In another part of the scam, they obtained a "custom travel portal" powered by a major online travel portal. They claim this is a benefit of membership (i.e. worth $250). However, this major online travel portal is free to use, so this benefit is worth ZERO.

This particular scam vastly overstated its value... until you look through the mirage and read the fineprint, much of which do not appear until you join up, by spreading false information.

Again, be a skeptic, do NOT accept information at face value. Verify them yourself.

Problem with Cost Assessment

A scam can mess with your cost assessment by disguising the cost or by simply not telling you about any additional costs.

A famous scam promised you $500 when you cycle out of one 15-person pyramid (i.e. 2x3 matrix) and $15000 when you cycle out a second 15-person pyramid. Your perception is that you (or your "downline") only need to recruit 14+15, or 29 people. You think "pay $250, recruit 29, get $15500" (not counting yourself)

Here's what you do not notice... until you read the fine print.

1) That $500 you were promised was $250 in your eWallet, and a eVoucher code that you can sell to a new recruit for $250. As we've explained before, eWallet is NOT cash. And selling a "code" to new recruit for $250 means you actually recruited one MORE people than they say you need to.

2) That $15000? $5000 is in a "company event travel voucher" that can only be used for special company events. If there is no company event near you, it's useless. The $10000? It's in your eWallet. Again, the actual value of eWallet is ZERO. It is worth nothing until it is converted into real balance in a real bank.

3) Since all members of the "2nd" pyramid must have "cycled out" from the first pyramid by themselves, they have 14 people below them each, so the actual number of participants below you is 224 (15x15-1), or almost 8 times as many people you thought you and your downline need to recruit.

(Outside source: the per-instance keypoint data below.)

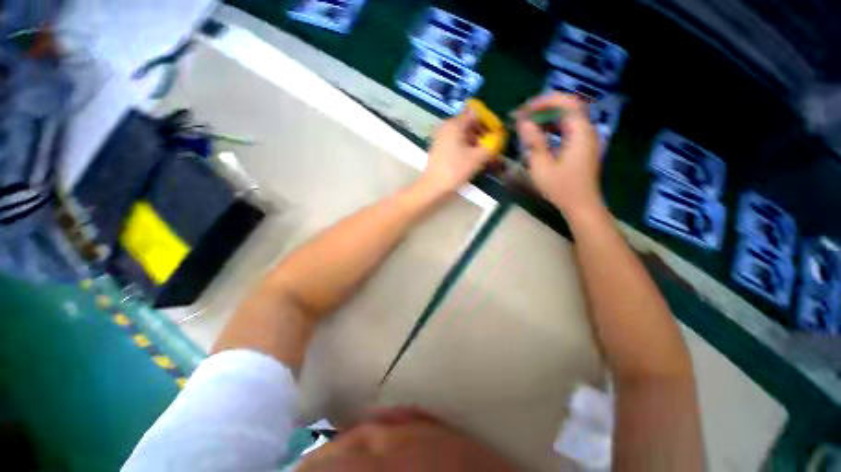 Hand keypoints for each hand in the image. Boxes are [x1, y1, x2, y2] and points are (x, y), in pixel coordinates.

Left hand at [419, 110, 494, 195]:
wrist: (433, 187)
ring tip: (483, 156)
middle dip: (482, 134)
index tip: (496, 135)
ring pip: (462, 136)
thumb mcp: (477, 158)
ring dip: (474, 143)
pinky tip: (471, 160)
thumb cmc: (455, 170)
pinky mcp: (439, 149)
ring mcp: (441, 138)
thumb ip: (491, 146)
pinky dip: (465, 149)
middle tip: (491, 147)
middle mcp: (447, 127)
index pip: (476, 115)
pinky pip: (456, 144)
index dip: (488, 123)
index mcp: (455, 124)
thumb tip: (498, 138)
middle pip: (469, 125)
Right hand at [516, 93, 603, 218]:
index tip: (525, 109)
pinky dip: (552, 129)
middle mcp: (586, 131)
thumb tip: (523, 123)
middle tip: (522, 117)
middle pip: (567, 108)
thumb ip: (533, 142)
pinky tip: (539, 136)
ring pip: (566, 119)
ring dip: (546, 119)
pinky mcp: (581, 147)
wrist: (581, 205)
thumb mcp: (542, 166)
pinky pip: (567, 130)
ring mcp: (585, 139)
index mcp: (580, 132)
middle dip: (543, 109)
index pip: (567, 102)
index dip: (545, 101)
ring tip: (527, 125)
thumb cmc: (561, 188)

Same scam... the scammer offers 7-day 6-night trip for 2... but the value was misrepresented. However, there's problem with the "cost" as well. They don't mention up front that it now costs extra $150 in "processing fees and taxes" to actually get this vacation, and they sure do NOT tell you all the restrictions on this offer (expires in one year, NO refund if you cancel, etc.)

Again, your gain perception was tricked. What you thought was a $250 "vacation" turned out to cost $400, goes to nowhere that you'd really WANT to go, and is impossible to redeem. Or you can redeem it half-sized and NOT actually pay anything more. It's bait-and-switch.

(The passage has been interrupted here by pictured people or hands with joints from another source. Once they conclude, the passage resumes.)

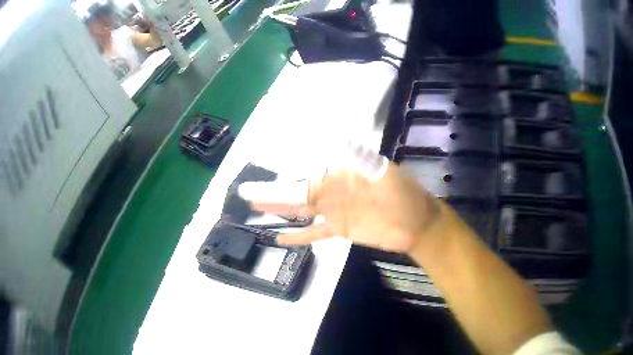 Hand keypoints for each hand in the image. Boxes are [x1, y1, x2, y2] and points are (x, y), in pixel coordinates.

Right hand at [250, 162, 440, 252]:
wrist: (417, 225)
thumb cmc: (404, 195)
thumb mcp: (383, 173)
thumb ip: (358, 158)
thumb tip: (337, 136)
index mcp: (341, 173)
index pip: (308, 169)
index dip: (285, 169)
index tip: (262, 165)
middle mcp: (333, 189)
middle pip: (298, 191)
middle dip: (273, 191)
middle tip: (246, 192)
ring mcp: (334, 211)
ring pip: (301, 211)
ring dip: (279, 210)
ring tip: (254, 210)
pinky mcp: (339, 230)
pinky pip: (315, 233)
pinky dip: (298, 236)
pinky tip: (280, 238)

The cost was intentionally understated in this scam. By withholding the information, they trick you into joining and not realizing the cost is much higher than it first appeared.

Research, Research, Research!

With the advent of Internet, spam spread faster, but so does real information. You must use every tool Google has to offer... including the translation tools.

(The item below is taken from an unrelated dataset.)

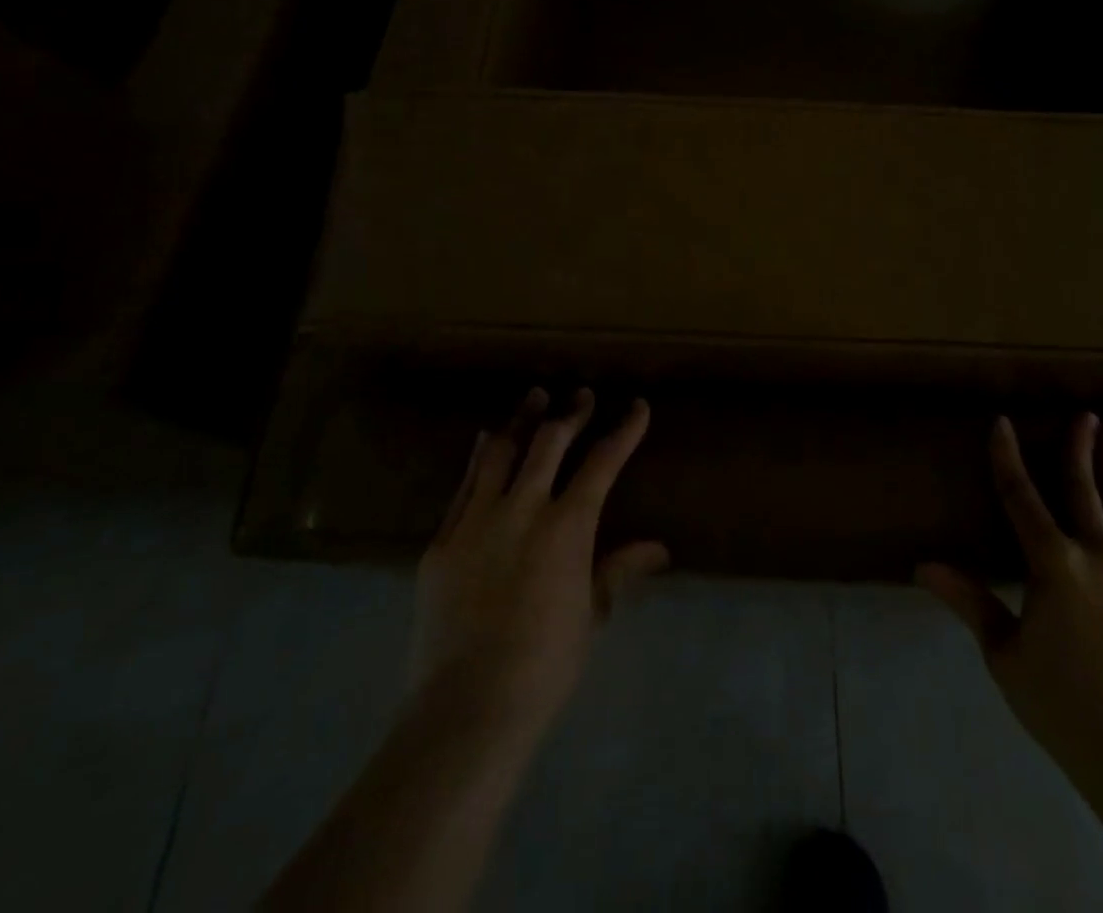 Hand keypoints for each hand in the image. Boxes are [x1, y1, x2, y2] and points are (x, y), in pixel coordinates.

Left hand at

The scam I mentioned above is real. I have not put in the name because it is not relevant, but you can easily figure it out. The relevant point? Bloggers in China figured out this scam is indeed a scam back in May and June 2009, only a few months after it had reached China, and that quickly lead to a government crackdown after newspapers latched onto the news.

Yet somehow the rest of the world did not get the information, because it is on the other side of the world, and Google does not read your mind (yet). You have to feed it the right search terms. This is another way modern scams avoid detection: by going international, and exploit the national barriers to information lag, language, law enforcement, and so on.

Thus, this scam is still running around the world, jumping from one country after another, just by having a website (hosted in the US, of all places) and some phonelines forwarded to who-knows-where.

The lesson is clear: scams are out there to mess with your judgment on those three factors: risk, value, and cost, and they use a variety of techniques to do so. I hope you have learned some of those techniques, and thus be aware of them being used on you.